When I heard that the novel Less by Andrew Sean Greer had won the 2018 Pulitzer Prize for Fiction, I thought I’d better read it.  To be honest, I had never heard of Less.  I knew nothing about it.  But I had a feeling.  I wondered if the main character of the novel would be named Les or Less.  I usually don’t like book titles that are just a character’s name, but I try to stay open-minded about these things.

“Please don’t be about a guy named Less,” I said to myself as I glanced at the book cover.

“Please don’t be about a guy named Less,” I said to myself as I opened the book to the first page.

“Please don’t be about a guy named Less,” I said to myself as I began to read the first sentence:

From where I sit, the story of Arthur Less is not so bad.

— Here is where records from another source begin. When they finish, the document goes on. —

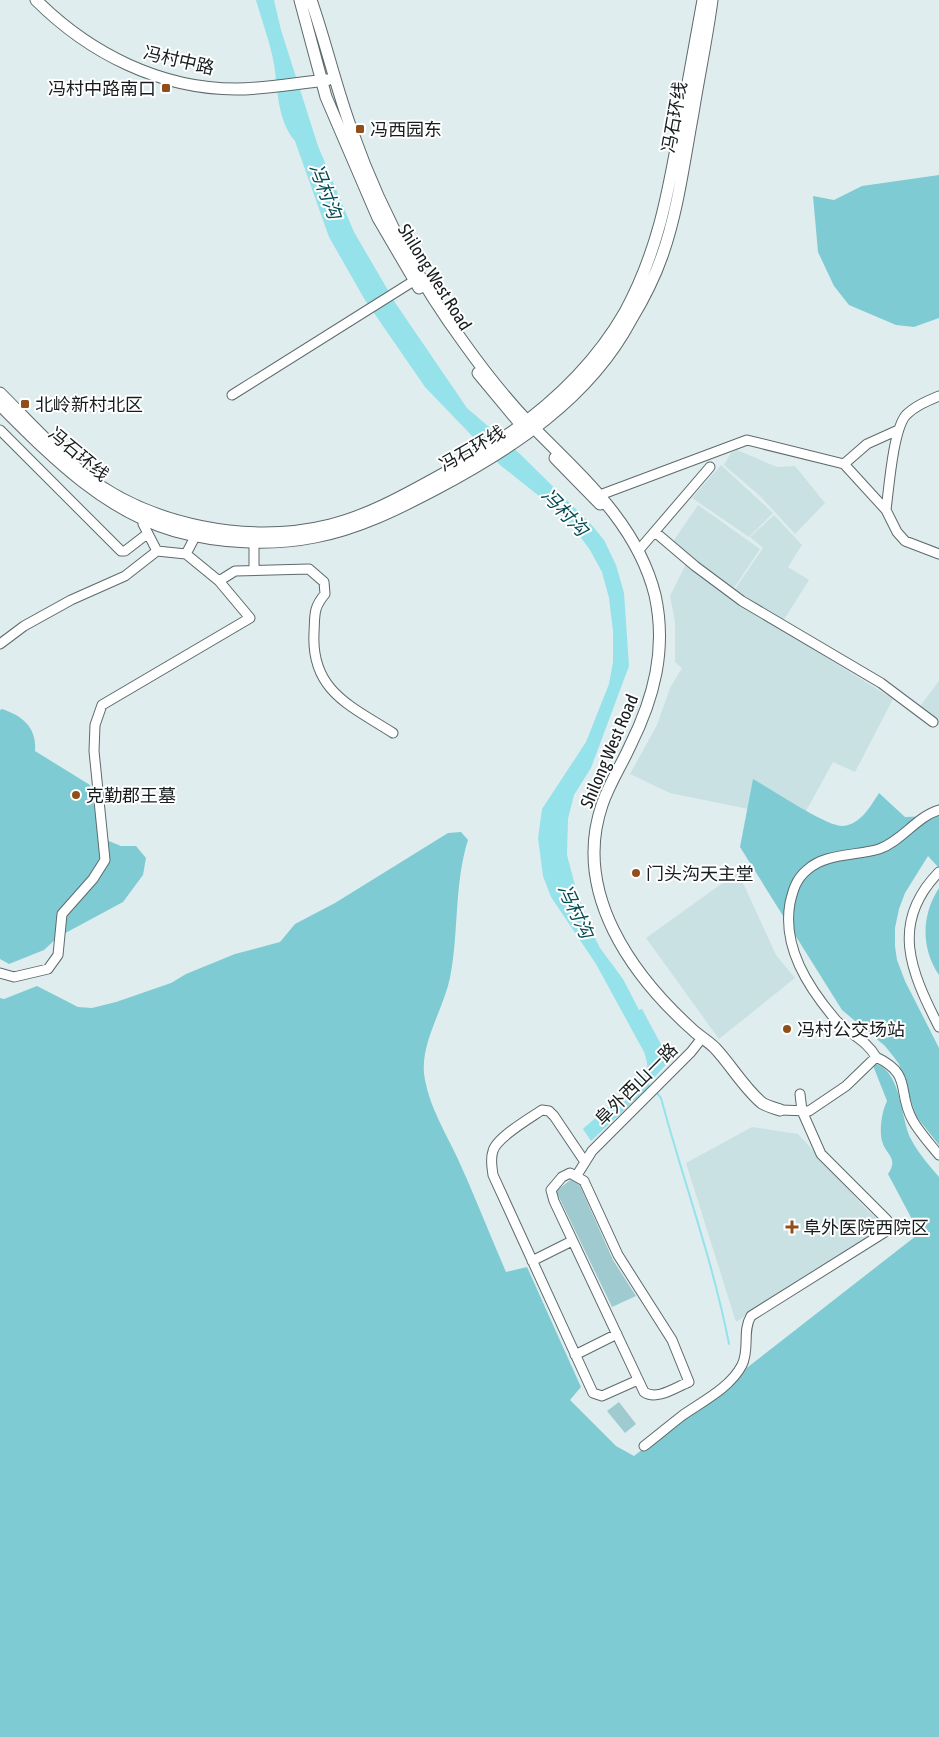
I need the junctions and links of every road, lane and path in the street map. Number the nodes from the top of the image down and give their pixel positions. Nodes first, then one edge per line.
1 (36, 0) edge
2 (300, 0) edge
3 (311, 0) edge
4 (703, 0) edge
5 (712, 0) edge
6 (334, 79) junction
7 (320, 80) junction
8 (418, 279) junction
9 (0, 393) edge
10 (232, 395) dead end
11 (939, 396) edge
12 (0, 405) edge
13 (529, 428) junction
14 (0, 430) edge
15 (898, 430) junction
16 (483, 458) junction
17 (844, 464) junction
18 (710, 467) dead end
19 (600, 495) junction
20 (886, 510) junction
21 (146, 514) junction
22 (620, 524) junction
23 (655, 532) junction
24 (147, 534) junction
25 (196, 535) junction
26 (254, 541) junction
27 (638, 551) junction
28 (157, 552) junction
29 (186, 554) junction
30 (939, 554) edge
31 (254, 570) junction
32 (219, 581) junction
33 (0, 644) edge
34 (933, 722) dead end
35 (393, 733) dead end
36 (939, 810) edge
37 (939, 872) edge
38 (0, 973) edge
39 (939, 1027) edge
40 (702, 1038) junction
41 (876, 1057) junction
42 (800, 1094) dead end
43 (780, 1110) joint
44 (802, 1111) junction
45 (939, 1155) edge
46 (585, 1162) junction
47 (577, 1175) junction
48 (572, 1241) junction
49 (532, 1261) junction
50 (617, 1334) junction
51 (574, 1355) junction
52 (638, 1380) junction
53 (644, 1446) dead end

1 - 7 main road, 冯村中路
2 - 7 main road, Shilong West Road
3 - 6 main road, Shilong West Road
4 - 13 main road, 冯石环线
5 - 13 main road, 冯石环线
6 - 7 main road, 冯村中路
6 - 8 main road, Shilong West Road
7 - 8 main road, Shilong West Road
8 - 10 street
8 - 13 main road, Shilong West Road
9 - 21 main road, 冯石环线
11 - 15 street
12 - 21 main road, 冯石环线
13 - 16 main road, 冯石环线
13 - 19 main road, Shilong West Road
13 - 22 main road, Shilong West Road
14 - 24 street
15 - 17 street
15 - 20 street
16 - 21 main road, 冯石环线
16 - 26 main road, 冯石环线
17 - 19 street
17 - 20 street
18 - 23 street
19 - 22 main road, Shilong West Road
20 - 30 street
21 - 24 street
21 - 25 main road, 冯石环线
22 - 27 main road, Shilong West Road
23 - 27 street
23 - 34 street
24 - 28 street
25 - 26 main road, 冯石环线
25 - 29 street
26 - 31 street
27 - 40 main road, Shilong West Road
28 - 29 street
28 - 33 street
29 - 32 street
31 - 32 street
31 - 35 street
32 - 38 street
36 - 41 street
37 - 39 street
40 - 43 main road, Shilong West Road
40 - 46 street, 阜外西山一路
41 - 44 street
41 - 45 street
42 - 44 street
43 - 44 street
44 - 53 street
46 - 47 street, 阜外西山一路
46 - 49 street
47 - 48 street
47 - 52 street
48 - 49 street
48 - 50 street
49 - 51 street
50 - 51 street
50 - 52 street
51 - 52 street

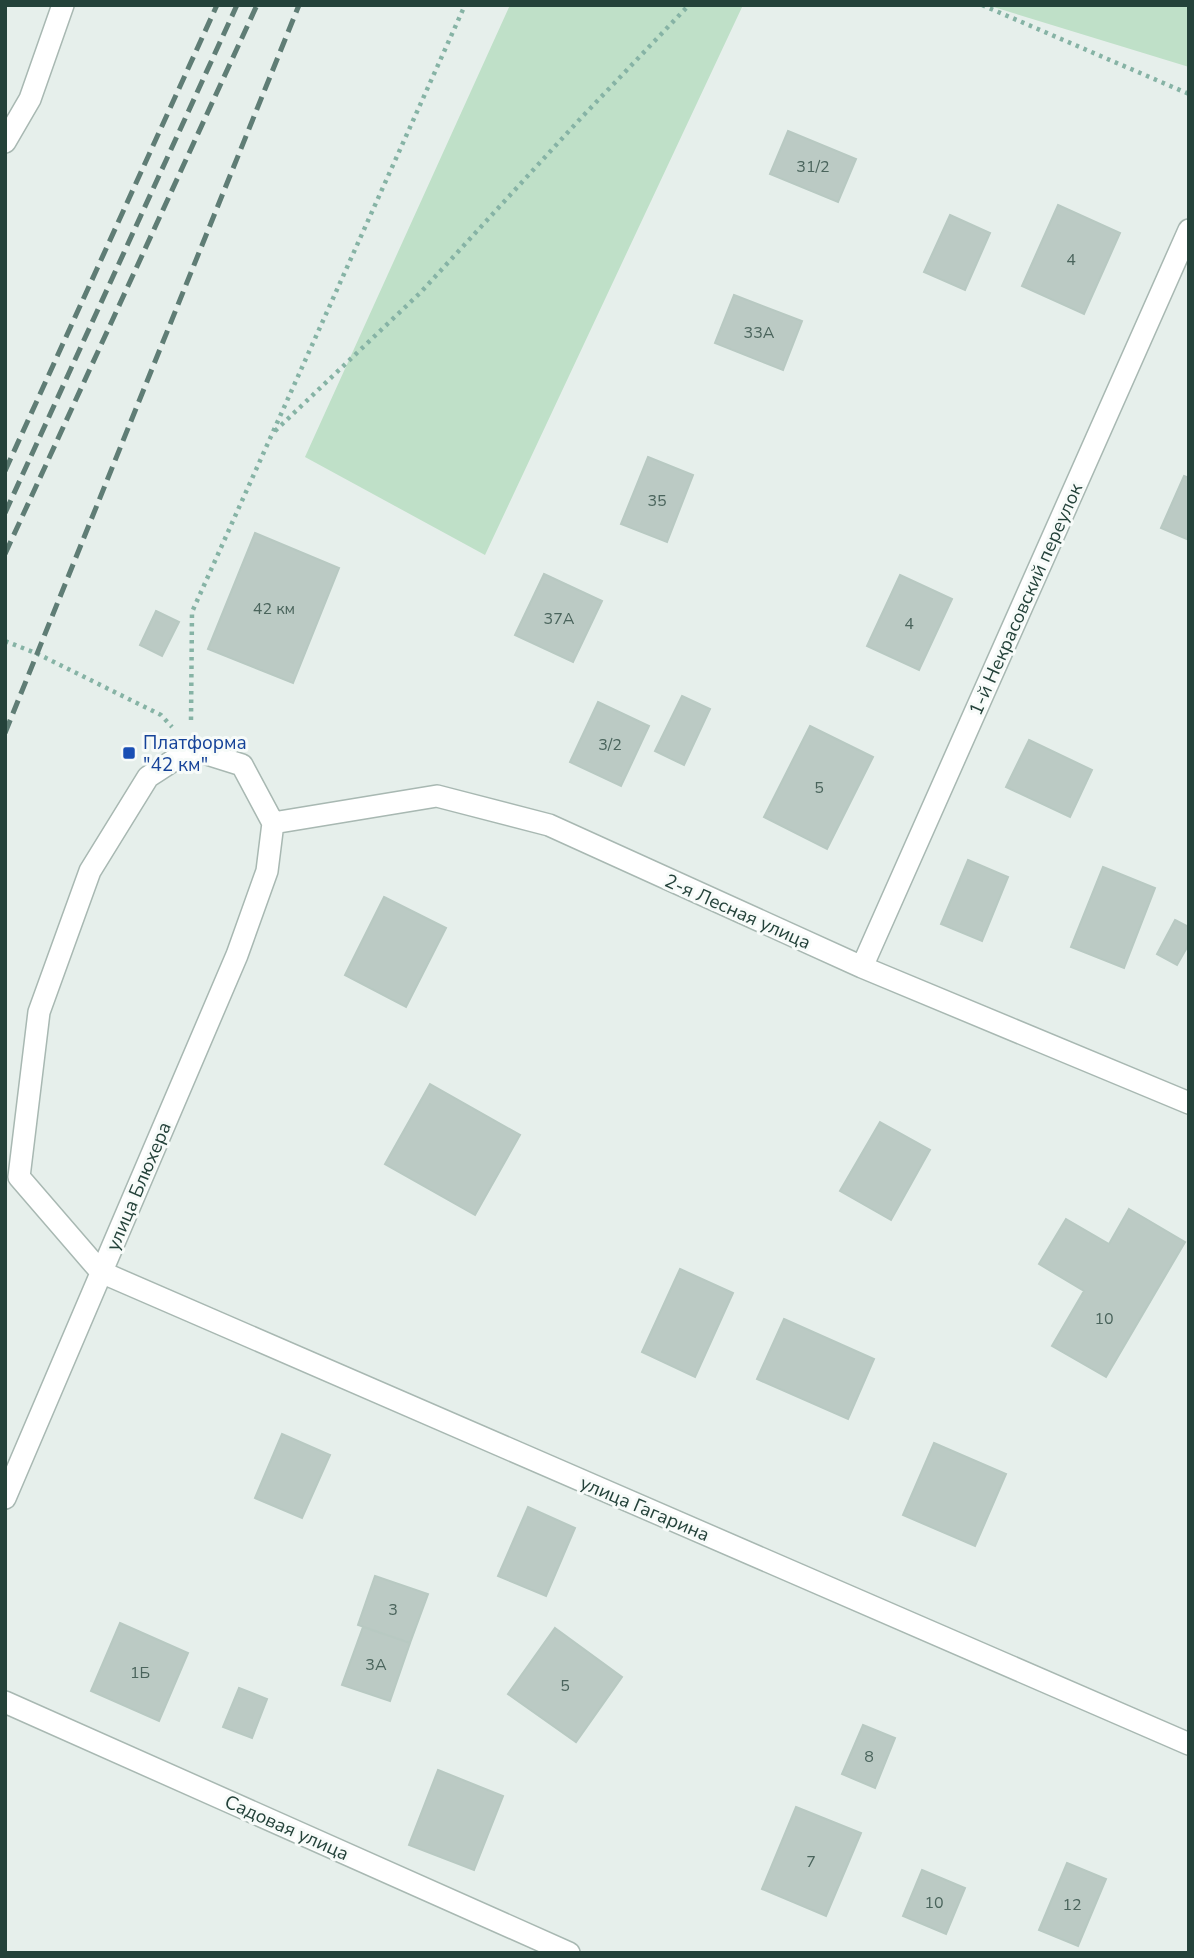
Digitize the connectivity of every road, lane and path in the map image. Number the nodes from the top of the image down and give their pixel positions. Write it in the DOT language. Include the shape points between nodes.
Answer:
graph roads {
  1 [pos="62,5"];
  2 [pos="465,5"];
  3 [pos="689,5"];
  4 [pos="982,5"];
  5 [pos="1189,94"];
  6 [pos="5,142"];
  7 [pos="1189,230"];
  8 [pos="271,434"];
  9 [pos="5,641"];
  10 [pos="191,749"];
  11 [pos="273,823"];
  12 [pos="862,967"];
  13 [pos="1189,1103"];
  14 [pos="101,1272"];
  15 [pos="5,1498"];
  16 [pos="5,1702"];
  17 [pos="1189,1744"];
  18 [pos="569,1953"];
  1 -- 6 [label="street" via="30,99"];
  2 -- 8 [label="path"];
  3 -- 8 [label="path" via="421,292"];
  4 -- 5 [label="path"];
  7 -- 12 [label="street, 1-й Некрасовский переулок"];
  8 -- 10 [label="path" via="192,612"];
  9 -- 10 [label="path" via="161,715"];
  10 -- 11 [label="street" via="242,765"];
  10 -- 14 [label="street" via="148,778 90,871 39,1013 19,1177"];
  11 -- 12 [label="street, 2-я Лесная улица" via="437,796 549,825"];
  11 -- 14 [label="street, улица Блюхера" via="267,872 237,955"];
  12 -- 13 [label="street, 2-я Лесная улица"];
  14 -- 15 [label="street, улица Блюхера"];
  14 -- 17 [label="street, улица Гагарина"];
  16 -- 18 [label="street, Садовая улица"];
}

Aaaaargh! It’s about a guy named Less!!!

Look at him, seated primly on the hotel lobby’s plush round sofa, blue suit and white shirt, legs knee-crossed so that one polished loafer hangs free of its heel.  The pose of a young man.

AAAaaarrrrgh!  And the narrator has a condescending tone about Arthur Less.

His slim shadow is, in fact, still that of his younger self, but at nearly fifty he is like those bronze statues in public parks that, despite one lucky knee rubbed raw by schoolchildren, discolor beautifully until they match the trees.  So has Arthur Less, once pink and gold with youth, faded like the sofa he sits on, tapping one finger on his knee and staring at the grandfather clock.

Aaaaargh!!!  And this Arthur Less is a loser!  What a hack move!

I don’t mind authors making hack moves.  Sometimes an author has to use a gimmick or make a hack move to get a book published.  But this hack move just won this author a Pulitzer Prize.  I mean, the television show WKRP in Cincinatti used the same joke with its character Les Nessman back in the 1970s.

“I believe you can tell a lot about a man’s character from his name,” some braggadocios dude would say while introducing himself.

The audience would then laugh while the camera close up focussed on Les Nessman’s face… because his name was Les.  It was okay for a 70s TV show to use hacky jokes because they have to come up with 25 weeks of material in one year, plus it was the 1970s.  But this novel Less won a Pulitzer Prize for Fiction.

The worst part of Less is that this loser Arthur Less has still sold more copies of his books than I have.  I can’t even call Less a loser.  Of course, I’m fairly successful in a field that has nothing to do with writing, but it still irks me.  And I’m not calling Arthur Less a loser because of his book sales or his last name.  It’s because the narrator speaks so condescendingly of Arthur Less.

Maybe the rest of the novel is better.  Maybe Arthur Less meets a protégé named Moore who changes his life.  Maybe the author’s condescending tone eventually changes.  Maybe Arthur Less finds some value in his life that a condescending narrator wouldn’t understand.  I hope so.

I have to admit, Less has a pretty cool book cover.  If I judged books by their covers, I’d buy Less without a second thought.  But as a writer who respects Pulitzer Prize for Fiction winners, I expect more from a book than a cool cover, not Less.   AAArrrrgh!!!